What to do: For the entries below, print exactly the lines between the line holding "thumb tip: (554, 378)" and the line holding "pinky tip: (579, 326)", inclusive, and nothing else.

[[ Dataset records open ]]

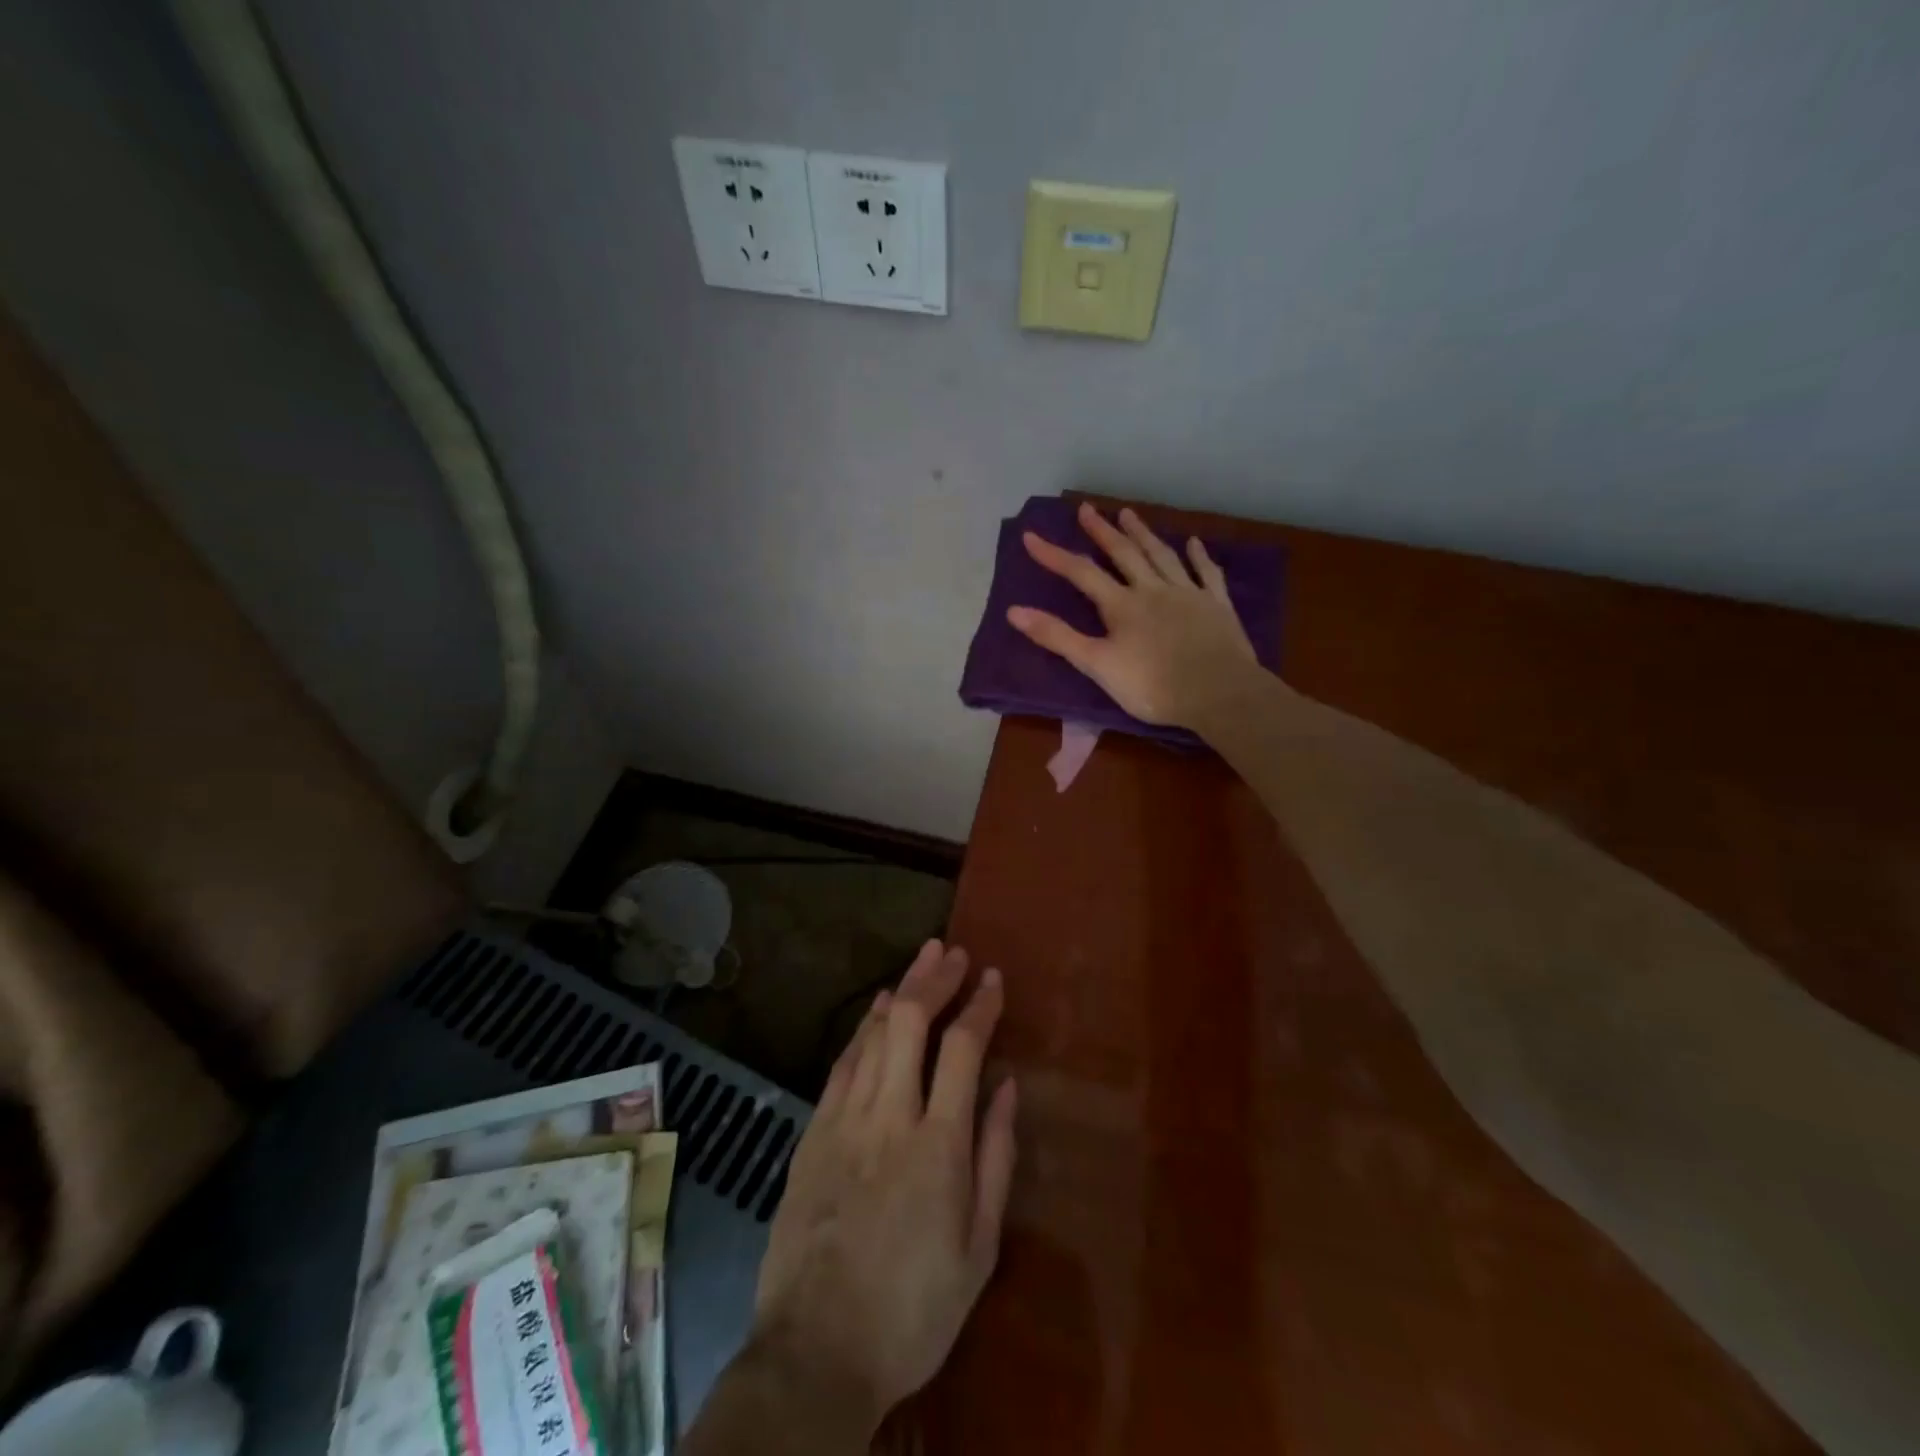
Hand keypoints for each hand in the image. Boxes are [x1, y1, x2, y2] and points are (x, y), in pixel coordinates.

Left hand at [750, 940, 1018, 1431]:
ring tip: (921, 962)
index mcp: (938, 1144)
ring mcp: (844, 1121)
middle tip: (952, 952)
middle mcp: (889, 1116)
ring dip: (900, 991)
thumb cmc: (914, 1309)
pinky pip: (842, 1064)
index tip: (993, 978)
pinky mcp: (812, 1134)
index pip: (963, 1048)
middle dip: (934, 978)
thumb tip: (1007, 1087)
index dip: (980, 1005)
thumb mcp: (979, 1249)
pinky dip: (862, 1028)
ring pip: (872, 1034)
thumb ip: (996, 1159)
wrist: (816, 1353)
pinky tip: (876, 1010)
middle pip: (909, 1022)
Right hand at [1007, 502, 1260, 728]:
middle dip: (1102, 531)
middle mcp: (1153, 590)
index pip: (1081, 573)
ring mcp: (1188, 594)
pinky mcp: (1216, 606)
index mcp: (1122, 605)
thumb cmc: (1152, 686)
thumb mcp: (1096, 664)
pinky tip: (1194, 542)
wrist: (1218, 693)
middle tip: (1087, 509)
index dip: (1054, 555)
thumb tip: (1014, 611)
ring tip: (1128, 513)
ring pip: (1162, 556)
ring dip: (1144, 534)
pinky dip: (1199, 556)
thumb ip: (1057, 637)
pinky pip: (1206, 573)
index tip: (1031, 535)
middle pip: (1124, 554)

[[ Dataset records closed ]]
[[ Dataset records open ]]

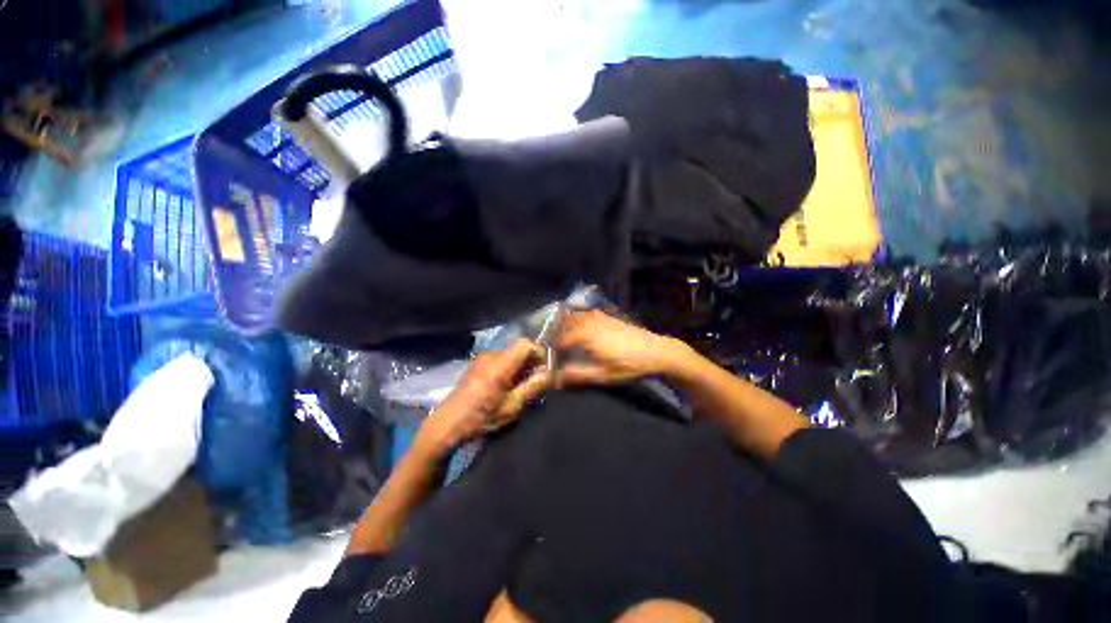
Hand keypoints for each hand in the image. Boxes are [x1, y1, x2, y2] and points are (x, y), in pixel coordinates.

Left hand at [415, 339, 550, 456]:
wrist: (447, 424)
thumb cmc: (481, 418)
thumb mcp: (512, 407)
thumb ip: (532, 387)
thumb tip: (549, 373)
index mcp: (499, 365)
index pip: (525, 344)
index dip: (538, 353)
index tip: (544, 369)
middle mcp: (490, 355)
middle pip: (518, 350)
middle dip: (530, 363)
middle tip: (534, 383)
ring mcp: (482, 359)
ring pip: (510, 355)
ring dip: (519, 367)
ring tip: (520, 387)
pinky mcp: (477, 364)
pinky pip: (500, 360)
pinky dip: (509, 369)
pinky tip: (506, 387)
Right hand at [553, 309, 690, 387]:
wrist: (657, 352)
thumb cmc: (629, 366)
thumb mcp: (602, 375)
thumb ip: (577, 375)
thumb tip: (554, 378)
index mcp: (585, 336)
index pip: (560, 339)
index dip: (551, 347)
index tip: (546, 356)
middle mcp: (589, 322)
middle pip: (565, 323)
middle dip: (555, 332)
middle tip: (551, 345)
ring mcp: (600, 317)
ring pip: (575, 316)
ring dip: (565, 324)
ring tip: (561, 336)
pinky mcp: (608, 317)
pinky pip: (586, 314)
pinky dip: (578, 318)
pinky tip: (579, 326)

[[ Dataset records closed ]]

Written solution:
thumb tip: (554, 378)
index mcp: (585, 336)
index pip: (560, 339)
index dip: (551, 347)
index tip: (546, 356)
middle mcp: (589, 322)
middle pip: (565, 323)
middle dip: (555, 332)
middle tip: (551, 345)
ring mcp: (600, 317)
ring pip: (575, 316)
ring dip: (565, 324)
ring tip: (561, 336)
pinky mcp: (608, 317)
pinky pip: (586, 314)
pinky dip: (578, 318)
pinky tip: (579, 326)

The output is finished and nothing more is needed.